→ TRY IT: In the lines below, look for "nodes". Copy each line where it appears.

→ Dataset entries:
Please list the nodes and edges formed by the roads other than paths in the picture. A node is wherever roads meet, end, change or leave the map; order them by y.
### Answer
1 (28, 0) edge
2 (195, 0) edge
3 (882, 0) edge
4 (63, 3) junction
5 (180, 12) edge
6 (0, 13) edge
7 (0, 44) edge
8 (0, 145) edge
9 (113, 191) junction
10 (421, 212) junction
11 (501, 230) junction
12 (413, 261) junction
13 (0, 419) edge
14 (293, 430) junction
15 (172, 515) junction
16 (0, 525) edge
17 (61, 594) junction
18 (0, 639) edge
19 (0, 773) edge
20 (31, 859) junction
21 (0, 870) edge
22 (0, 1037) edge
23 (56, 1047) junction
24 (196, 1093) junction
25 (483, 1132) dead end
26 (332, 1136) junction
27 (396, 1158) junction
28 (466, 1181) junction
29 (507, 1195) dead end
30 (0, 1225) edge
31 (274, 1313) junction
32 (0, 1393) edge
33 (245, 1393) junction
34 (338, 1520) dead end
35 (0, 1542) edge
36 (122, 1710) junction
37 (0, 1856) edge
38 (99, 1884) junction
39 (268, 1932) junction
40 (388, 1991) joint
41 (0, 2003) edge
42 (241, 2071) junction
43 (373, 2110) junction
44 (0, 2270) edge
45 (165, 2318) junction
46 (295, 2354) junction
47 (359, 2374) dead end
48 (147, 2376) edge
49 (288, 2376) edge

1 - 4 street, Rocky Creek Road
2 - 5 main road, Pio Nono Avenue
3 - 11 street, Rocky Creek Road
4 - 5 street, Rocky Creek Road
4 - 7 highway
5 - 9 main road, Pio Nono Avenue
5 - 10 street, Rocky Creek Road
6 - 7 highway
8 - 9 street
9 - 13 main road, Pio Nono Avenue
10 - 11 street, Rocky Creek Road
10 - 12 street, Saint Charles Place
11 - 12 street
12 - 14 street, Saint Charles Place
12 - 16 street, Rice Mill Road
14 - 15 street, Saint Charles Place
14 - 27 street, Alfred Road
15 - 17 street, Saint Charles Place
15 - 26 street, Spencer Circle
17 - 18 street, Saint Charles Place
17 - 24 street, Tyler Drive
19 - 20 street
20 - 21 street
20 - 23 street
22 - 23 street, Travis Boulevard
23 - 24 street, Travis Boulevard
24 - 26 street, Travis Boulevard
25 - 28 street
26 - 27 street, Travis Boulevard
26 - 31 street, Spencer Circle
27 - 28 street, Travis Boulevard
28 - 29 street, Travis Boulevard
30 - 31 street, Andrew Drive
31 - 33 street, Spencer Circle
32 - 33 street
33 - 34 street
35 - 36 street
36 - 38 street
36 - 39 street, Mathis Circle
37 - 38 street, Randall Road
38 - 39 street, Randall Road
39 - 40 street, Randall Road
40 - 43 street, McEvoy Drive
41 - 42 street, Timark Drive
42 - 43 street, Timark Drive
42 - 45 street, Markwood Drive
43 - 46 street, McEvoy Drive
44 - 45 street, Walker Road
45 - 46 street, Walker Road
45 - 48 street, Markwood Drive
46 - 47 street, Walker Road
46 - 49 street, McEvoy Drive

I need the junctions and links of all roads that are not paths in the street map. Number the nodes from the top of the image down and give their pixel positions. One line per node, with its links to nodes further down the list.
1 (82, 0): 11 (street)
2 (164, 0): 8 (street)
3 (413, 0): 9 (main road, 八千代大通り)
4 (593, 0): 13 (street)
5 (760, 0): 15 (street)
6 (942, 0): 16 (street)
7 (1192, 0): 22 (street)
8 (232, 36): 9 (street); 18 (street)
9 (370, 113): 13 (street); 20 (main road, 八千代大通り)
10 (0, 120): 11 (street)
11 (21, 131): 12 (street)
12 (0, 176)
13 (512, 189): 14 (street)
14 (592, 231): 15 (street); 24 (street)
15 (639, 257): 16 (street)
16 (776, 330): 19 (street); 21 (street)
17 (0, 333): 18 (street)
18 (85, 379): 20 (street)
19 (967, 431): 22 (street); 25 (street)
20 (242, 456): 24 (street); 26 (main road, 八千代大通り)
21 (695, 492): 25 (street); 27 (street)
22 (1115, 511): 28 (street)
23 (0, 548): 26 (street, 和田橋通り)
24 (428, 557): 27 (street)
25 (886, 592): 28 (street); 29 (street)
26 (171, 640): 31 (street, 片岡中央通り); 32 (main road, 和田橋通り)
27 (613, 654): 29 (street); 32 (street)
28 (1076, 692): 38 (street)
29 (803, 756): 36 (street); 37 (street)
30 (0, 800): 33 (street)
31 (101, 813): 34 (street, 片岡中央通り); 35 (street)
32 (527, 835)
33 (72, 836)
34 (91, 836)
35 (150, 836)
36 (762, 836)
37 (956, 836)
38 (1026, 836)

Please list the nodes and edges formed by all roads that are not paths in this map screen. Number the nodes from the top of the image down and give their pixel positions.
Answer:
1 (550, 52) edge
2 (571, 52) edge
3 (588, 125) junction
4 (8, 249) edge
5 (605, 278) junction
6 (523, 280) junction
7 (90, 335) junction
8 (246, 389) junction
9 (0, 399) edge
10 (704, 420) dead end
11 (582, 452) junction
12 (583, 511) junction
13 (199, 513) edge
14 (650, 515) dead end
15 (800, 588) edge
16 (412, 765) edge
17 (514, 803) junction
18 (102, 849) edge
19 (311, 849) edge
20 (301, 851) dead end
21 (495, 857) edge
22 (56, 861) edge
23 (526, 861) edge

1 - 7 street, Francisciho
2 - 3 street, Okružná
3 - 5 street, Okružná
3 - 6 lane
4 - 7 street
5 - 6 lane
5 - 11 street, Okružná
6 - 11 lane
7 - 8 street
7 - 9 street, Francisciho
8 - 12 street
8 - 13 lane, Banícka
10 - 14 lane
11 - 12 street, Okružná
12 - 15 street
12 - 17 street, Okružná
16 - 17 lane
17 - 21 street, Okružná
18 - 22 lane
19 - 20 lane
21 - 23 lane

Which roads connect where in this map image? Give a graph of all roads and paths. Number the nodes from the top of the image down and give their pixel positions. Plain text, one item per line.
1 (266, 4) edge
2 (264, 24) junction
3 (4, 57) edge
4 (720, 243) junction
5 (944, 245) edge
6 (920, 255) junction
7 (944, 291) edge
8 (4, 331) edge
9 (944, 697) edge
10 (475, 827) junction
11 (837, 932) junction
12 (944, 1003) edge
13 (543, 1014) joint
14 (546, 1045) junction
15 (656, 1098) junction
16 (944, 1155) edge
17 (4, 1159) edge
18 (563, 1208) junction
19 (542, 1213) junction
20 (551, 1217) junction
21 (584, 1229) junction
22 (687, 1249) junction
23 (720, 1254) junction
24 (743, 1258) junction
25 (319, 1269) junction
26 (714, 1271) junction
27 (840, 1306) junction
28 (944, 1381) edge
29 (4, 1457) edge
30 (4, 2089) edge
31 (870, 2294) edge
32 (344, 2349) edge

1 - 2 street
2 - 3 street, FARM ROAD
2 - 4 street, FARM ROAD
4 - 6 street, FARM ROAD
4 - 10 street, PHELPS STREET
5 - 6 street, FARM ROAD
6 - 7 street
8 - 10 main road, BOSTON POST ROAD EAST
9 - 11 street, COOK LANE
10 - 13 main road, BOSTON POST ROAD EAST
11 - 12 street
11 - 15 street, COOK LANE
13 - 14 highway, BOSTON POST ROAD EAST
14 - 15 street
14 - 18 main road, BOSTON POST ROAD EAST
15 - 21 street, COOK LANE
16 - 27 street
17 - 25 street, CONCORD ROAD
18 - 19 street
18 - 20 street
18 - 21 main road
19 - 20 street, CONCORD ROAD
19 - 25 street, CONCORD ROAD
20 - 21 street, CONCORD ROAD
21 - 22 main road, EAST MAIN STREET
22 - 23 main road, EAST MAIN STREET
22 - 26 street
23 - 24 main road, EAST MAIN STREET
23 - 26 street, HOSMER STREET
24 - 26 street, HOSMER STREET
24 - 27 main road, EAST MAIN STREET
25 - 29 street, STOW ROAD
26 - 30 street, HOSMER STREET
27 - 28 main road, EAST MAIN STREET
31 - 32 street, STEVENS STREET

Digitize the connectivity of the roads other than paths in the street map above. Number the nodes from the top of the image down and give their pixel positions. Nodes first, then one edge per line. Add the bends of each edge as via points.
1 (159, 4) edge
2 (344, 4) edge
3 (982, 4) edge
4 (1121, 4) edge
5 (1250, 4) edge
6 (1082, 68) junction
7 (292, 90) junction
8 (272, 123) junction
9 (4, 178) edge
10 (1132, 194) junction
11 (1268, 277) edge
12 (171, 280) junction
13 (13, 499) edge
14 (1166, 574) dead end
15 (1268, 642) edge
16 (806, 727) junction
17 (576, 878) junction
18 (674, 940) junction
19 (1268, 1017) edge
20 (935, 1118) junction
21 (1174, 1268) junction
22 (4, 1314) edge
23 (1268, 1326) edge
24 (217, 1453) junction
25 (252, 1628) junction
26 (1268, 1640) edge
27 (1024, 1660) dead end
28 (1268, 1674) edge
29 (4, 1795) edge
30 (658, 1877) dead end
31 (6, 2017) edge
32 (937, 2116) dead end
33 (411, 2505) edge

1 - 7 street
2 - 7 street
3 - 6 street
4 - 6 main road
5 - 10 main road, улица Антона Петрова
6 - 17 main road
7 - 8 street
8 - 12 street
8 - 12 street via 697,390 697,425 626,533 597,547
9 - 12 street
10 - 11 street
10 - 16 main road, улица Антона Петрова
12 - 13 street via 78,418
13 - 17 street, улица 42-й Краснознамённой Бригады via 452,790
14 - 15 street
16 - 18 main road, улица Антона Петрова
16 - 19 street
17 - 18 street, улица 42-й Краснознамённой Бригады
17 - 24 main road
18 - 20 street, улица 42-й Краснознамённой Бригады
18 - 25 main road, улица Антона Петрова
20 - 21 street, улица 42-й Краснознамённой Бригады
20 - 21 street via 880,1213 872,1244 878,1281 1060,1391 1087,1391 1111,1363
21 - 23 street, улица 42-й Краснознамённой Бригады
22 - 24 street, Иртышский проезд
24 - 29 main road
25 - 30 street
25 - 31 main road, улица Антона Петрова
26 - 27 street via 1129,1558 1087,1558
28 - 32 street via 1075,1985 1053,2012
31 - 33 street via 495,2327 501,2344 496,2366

→ WRITTEN SOLUTION:
Please list the nodes and edges formed by the roads other than paths in the picture. A node is wherever roads meet, end, change or leave the map; order them by y.
I need the junctions and links of all roads that are not paths in the street map. Number the nodes from the top of the image down and give their pixel positions. One line per node, with its links to nodes further down the list.
Please list the nodes and edges formed by all roads that are not paths in this map screen. Number the nodes from the top of the image down and give their pixel positions.
Which roads connect where in this map image? Give a graph of all roads and paths. Number the nodes from the top of the image down and give their pixel positions. Plain text, one item per line.
Digitize the connectivity of the roads other than paths in the street map above. Number the nodes from the top of the image down and give their pixel positions. Nodes first, then one edge per line. Add the bends of each edge as via points.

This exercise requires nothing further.